DATA FOR PROCESSING:

▽

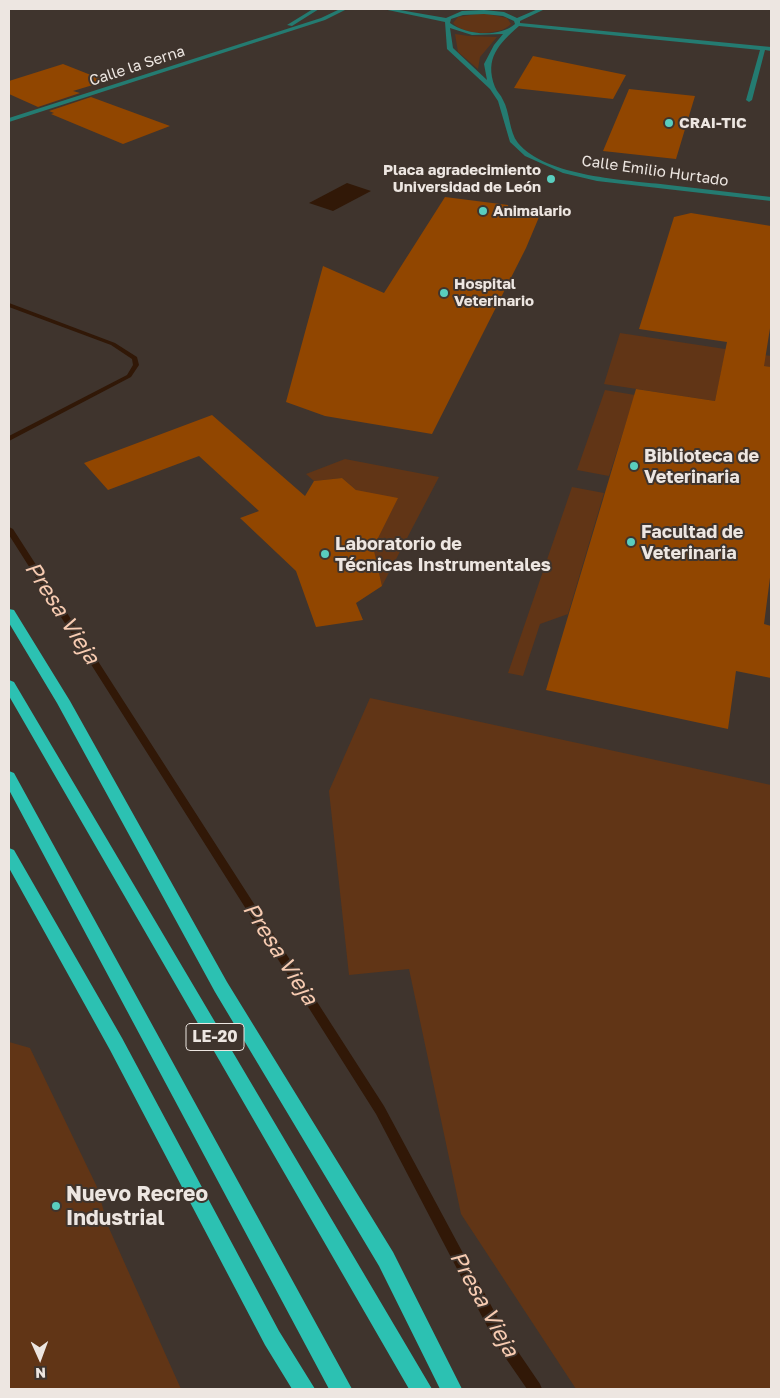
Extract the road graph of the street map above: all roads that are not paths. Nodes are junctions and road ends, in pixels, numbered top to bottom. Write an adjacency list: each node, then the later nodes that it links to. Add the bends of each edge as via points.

△
▽

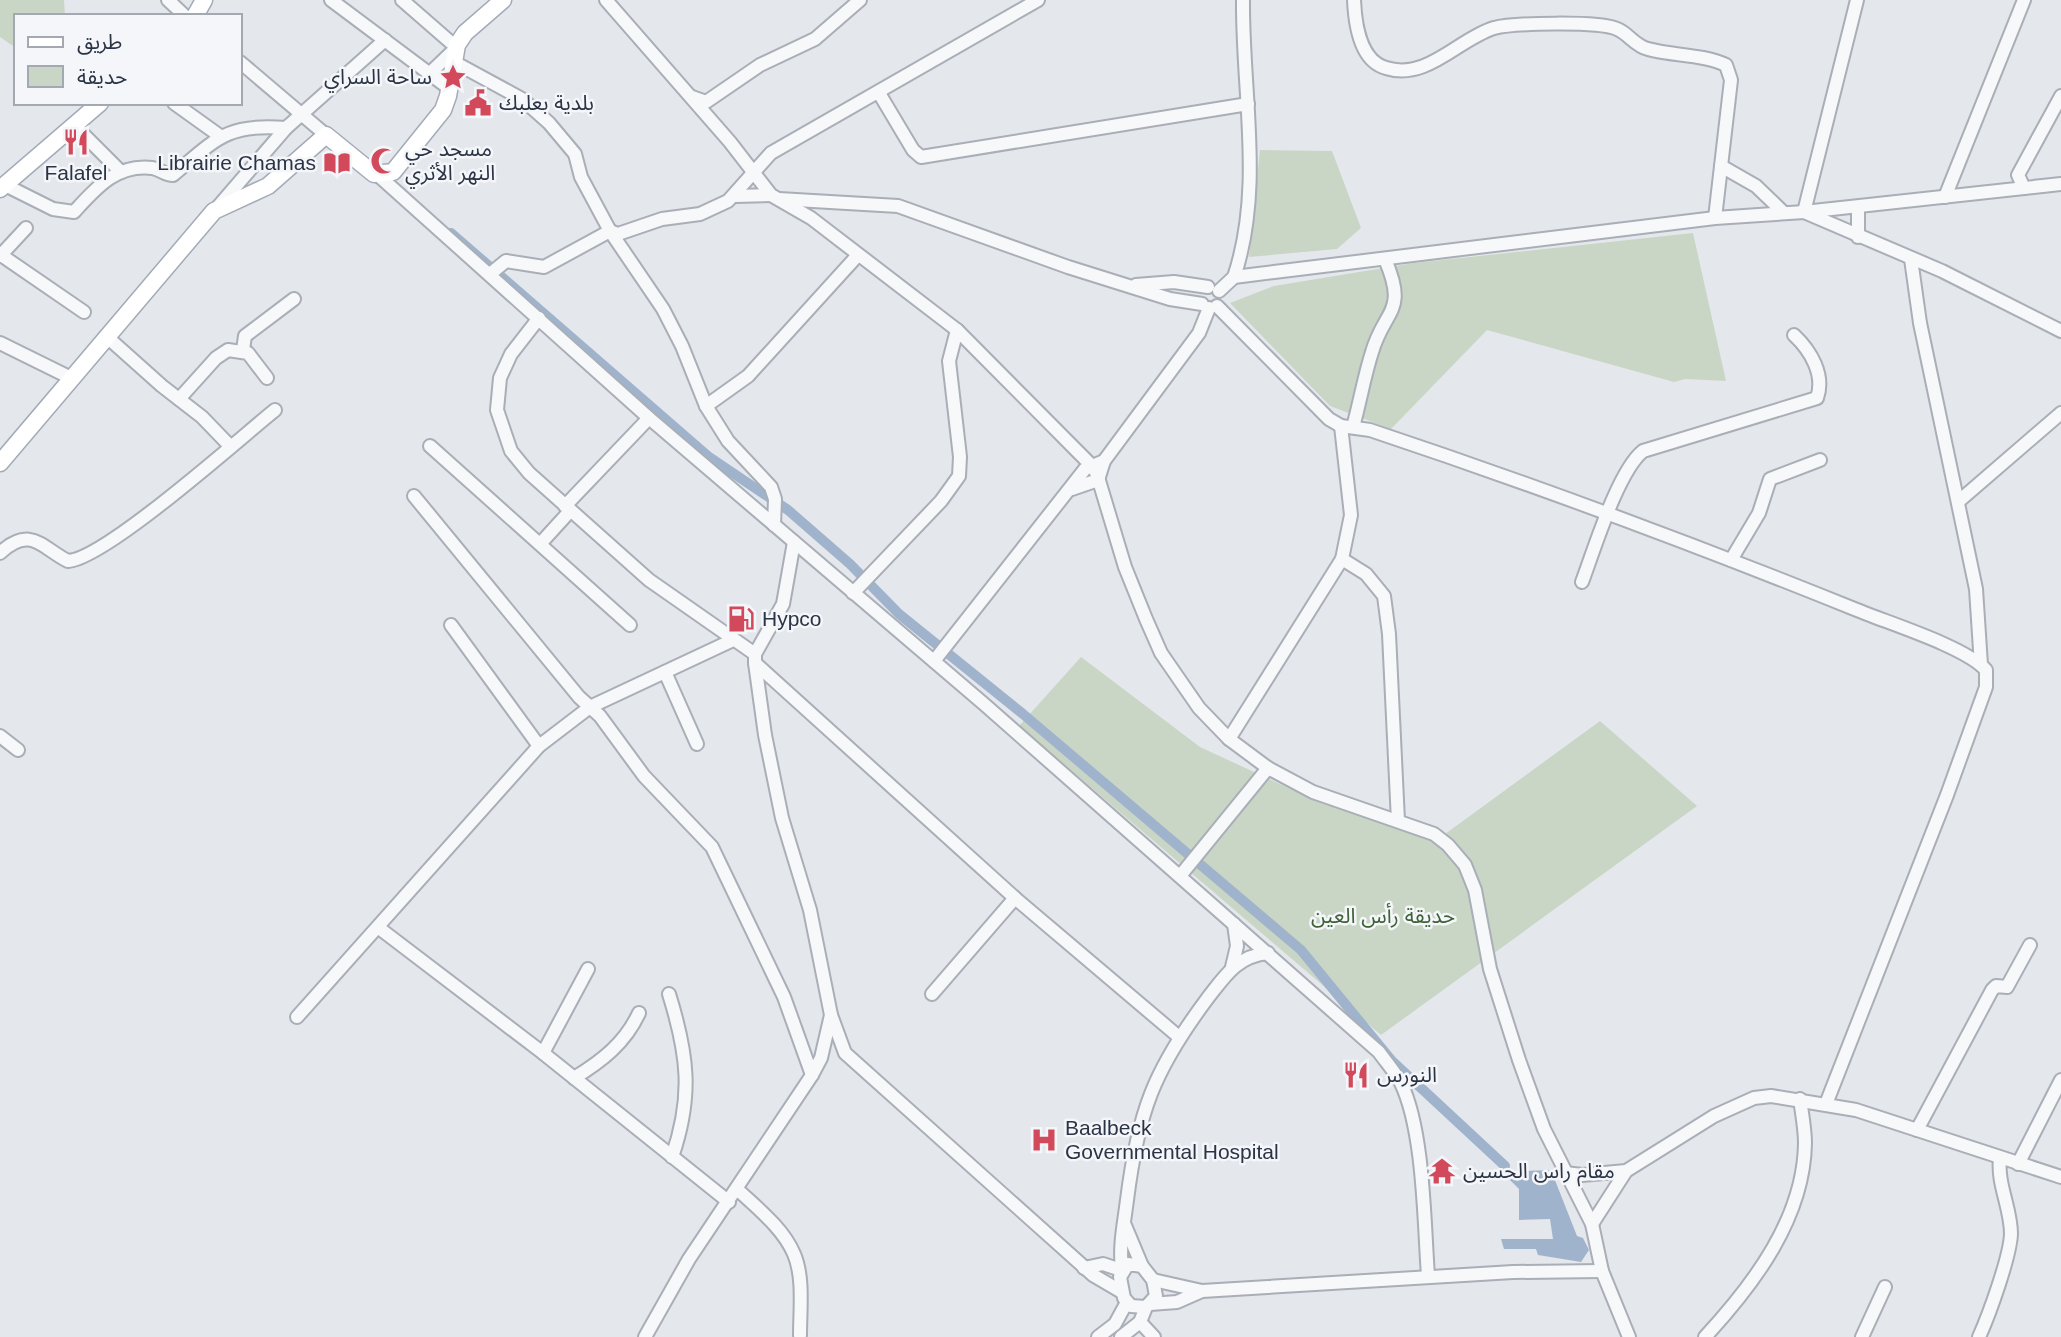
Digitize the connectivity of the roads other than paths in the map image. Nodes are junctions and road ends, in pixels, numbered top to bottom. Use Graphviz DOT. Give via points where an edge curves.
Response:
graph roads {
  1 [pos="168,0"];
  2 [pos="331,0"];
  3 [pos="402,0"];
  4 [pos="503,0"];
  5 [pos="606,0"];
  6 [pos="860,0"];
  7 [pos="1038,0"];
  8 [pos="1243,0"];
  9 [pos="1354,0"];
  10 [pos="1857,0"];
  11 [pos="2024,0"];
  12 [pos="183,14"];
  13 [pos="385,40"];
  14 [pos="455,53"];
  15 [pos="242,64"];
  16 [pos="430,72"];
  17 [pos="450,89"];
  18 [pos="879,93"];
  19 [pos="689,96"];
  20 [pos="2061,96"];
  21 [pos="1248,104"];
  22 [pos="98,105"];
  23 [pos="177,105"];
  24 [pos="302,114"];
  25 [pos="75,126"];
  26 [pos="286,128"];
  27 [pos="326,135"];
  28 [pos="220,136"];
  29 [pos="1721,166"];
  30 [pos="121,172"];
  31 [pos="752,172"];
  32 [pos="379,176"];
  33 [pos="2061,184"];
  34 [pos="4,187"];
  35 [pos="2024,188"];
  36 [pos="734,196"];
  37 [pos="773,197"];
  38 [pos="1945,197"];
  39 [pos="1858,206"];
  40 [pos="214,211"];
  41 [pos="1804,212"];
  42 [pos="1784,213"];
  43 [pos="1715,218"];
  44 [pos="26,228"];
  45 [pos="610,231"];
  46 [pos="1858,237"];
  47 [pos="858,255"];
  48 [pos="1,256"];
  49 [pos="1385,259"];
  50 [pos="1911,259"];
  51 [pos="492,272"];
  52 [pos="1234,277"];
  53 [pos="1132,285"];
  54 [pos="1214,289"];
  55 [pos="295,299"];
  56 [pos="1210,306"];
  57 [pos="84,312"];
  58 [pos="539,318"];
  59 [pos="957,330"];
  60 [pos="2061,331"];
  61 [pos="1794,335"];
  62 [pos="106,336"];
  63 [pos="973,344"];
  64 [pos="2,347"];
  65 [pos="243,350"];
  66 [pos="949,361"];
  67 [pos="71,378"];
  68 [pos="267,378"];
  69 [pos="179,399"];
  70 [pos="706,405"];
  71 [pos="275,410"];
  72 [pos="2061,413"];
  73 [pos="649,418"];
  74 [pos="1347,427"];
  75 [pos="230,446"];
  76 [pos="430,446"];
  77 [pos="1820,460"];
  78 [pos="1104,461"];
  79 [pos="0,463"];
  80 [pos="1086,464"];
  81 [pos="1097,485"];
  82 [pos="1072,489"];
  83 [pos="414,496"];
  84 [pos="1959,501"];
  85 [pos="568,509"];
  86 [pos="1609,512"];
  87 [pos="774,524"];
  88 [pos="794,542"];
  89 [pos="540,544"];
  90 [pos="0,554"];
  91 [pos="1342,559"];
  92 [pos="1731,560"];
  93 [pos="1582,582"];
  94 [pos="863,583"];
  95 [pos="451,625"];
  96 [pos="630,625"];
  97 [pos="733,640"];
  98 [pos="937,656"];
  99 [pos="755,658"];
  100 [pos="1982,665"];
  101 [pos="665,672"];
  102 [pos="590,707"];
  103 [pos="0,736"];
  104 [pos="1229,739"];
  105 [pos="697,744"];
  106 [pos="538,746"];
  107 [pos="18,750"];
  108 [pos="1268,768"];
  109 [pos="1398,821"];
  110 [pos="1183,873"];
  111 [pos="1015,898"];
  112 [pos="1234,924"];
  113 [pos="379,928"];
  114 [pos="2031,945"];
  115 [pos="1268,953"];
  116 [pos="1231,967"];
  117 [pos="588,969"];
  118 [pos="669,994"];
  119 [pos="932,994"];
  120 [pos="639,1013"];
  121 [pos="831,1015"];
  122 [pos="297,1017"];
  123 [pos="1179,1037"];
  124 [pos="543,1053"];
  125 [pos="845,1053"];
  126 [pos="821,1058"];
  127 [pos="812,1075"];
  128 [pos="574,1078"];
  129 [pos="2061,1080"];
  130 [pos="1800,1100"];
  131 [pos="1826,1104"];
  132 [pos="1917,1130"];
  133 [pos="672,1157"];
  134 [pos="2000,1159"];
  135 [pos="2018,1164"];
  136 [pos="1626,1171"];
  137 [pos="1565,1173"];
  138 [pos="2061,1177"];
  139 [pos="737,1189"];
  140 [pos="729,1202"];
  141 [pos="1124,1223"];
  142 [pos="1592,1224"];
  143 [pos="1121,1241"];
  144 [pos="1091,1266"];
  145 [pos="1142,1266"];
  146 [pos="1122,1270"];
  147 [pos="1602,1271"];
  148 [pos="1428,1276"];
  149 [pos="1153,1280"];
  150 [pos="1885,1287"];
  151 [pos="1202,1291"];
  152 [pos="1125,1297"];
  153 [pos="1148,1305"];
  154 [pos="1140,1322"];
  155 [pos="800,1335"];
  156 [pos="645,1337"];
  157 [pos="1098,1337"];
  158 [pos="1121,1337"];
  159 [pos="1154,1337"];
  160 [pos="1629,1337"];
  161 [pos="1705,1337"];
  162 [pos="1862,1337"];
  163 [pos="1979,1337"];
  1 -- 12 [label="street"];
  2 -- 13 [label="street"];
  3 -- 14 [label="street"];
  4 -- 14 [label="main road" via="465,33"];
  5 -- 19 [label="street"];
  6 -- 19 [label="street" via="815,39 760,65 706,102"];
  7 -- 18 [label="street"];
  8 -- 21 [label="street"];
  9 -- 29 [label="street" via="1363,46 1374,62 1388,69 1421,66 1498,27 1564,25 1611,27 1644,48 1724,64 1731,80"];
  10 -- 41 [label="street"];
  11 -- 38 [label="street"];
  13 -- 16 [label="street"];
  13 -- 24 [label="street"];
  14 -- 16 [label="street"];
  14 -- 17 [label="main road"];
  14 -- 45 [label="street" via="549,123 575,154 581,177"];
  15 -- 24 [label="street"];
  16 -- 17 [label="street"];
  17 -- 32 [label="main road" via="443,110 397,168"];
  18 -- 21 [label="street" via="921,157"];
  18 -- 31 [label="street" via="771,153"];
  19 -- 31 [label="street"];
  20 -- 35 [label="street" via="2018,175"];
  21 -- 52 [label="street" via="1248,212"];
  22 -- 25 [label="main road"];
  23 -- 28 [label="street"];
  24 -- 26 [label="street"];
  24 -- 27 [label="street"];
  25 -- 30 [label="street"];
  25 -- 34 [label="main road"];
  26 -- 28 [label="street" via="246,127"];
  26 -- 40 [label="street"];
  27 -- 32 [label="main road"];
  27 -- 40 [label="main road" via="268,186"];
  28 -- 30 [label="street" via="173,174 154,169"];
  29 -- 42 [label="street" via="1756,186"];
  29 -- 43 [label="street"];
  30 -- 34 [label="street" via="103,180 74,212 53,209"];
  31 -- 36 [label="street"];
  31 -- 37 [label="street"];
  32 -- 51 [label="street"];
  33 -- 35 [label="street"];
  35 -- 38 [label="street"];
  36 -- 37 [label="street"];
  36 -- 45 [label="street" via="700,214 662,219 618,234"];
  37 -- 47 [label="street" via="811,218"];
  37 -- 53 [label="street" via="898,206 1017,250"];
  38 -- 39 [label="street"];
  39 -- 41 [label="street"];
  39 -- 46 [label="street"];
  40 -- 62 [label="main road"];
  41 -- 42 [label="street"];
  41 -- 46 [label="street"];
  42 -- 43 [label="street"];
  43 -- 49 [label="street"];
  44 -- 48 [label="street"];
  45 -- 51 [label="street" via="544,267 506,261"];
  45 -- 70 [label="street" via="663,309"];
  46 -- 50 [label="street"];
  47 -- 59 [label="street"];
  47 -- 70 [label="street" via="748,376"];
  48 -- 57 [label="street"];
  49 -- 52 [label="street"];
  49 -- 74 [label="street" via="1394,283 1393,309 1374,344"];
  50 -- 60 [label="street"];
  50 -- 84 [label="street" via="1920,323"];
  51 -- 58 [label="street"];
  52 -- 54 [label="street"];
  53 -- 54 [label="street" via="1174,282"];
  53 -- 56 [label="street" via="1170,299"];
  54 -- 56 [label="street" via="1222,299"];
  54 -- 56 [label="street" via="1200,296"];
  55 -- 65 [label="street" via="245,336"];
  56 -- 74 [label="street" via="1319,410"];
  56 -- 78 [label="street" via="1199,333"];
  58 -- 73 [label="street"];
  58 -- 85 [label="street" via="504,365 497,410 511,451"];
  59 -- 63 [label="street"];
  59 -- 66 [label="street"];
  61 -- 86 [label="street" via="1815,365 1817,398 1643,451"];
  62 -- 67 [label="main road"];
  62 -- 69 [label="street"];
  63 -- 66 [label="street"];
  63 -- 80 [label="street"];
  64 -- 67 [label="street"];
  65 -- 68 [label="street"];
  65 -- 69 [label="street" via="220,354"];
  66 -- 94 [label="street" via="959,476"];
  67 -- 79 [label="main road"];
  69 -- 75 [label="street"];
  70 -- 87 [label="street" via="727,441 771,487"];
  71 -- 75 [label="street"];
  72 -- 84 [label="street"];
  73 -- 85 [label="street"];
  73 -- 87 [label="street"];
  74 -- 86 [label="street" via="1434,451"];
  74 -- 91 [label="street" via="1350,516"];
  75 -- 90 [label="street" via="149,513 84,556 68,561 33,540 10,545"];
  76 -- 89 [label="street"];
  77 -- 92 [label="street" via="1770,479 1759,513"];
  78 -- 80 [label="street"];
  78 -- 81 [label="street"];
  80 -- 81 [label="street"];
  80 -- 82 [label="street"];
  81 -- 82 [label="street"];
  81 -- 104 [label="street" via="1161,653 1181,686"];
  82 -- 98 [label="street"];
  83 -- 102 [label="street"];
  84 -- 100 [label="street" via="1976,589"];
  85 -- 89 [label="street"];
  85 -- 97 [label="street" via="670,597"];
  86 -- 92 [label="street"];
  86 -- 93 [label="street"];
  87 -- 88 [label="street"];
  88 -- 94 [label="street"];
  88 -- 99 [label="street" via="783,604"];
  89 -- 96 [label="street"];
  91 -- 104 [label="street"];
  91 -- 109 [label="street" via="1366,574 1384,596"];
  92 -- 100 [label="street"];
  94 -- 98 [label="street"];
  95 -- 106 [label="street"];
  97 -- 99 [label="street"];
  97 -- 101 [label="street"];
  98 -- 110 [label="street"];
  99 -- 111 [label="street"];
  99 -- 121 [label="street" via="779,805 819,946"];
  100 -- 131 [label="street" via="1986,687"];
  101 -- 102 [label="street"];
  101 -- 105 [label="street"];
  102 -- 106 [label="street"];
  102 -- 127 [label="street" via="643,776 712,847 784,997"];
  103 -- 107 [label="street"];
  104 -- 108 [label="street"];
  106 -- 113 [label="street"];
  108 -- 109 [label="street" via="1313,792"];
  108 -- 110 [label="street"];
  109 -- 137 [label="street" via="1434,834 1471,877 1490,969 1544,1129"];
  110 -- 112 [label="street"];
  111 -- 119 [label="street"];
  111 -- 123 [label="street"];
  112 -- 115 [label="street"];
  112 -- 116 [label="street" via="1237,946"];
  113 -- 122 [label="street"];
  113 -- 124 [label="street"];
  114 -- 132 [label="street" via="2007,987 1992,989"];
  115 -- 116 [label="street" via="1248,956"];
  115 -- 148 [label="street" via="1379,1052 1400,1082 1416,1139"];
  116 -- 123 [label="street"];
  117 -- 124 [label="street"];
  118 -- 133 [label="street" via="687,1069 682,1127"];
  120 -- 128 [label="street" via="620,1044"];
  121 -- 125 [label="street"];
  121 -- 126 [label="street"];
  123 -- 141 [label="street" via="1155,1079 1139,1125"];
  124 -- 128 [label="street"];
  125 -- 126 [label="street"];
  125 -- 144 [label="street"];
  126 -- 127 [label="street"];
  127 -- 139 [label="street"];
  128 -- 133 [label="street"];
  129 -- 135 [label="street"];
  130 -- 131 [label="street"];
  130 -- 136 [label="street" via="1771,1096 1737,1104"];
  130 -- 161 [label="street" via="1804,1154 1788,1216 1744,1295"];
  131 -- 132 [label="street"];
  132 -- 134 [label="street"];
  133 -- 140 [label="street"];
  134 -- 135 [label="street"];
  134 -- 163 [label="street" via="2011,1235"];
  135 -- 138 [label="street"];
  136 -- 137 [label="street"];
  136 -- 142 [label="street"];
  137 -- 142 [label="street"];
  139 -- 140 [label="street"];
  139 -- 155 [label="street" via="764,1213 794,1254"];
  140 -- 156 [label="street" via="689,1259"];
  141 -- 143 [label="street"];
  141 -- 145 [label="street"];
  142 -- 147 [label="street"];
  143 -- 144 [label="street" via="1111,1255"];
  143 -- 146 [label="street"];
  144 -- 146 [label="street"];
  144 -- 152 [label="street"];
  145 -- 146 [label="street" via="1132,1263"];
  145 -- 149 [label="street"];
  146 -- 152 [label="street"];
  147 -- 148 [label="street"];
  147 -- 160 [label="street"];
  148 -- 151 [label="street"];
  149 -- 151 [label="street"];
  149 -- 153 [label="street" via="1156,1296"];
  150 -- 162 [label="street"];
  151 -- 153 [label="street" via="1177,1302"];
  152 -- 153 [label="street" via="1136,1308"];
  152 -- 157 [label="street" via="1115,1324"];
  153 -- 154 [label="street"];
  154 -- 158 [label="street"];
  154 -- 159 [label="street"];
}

△

EXERCISE REQUIREMENTS:
Go through the data and show each line that holds "edge".

TASK OUTPUT:
Extract the road graph of the street map above: all roads that are not paths. Nodes are junctions and road ends, in pixels, numbered top to bottom. Write an adjacency list: each node, then the later nodes that it links to. Add the bends of each edge as via points.
Digitize the connectivity of the roads other than paths in the map image. Nodes are junctions and road ends, in pixels, numbered top to bottom. Use Graphviz DOT. Give via points where an edge curves.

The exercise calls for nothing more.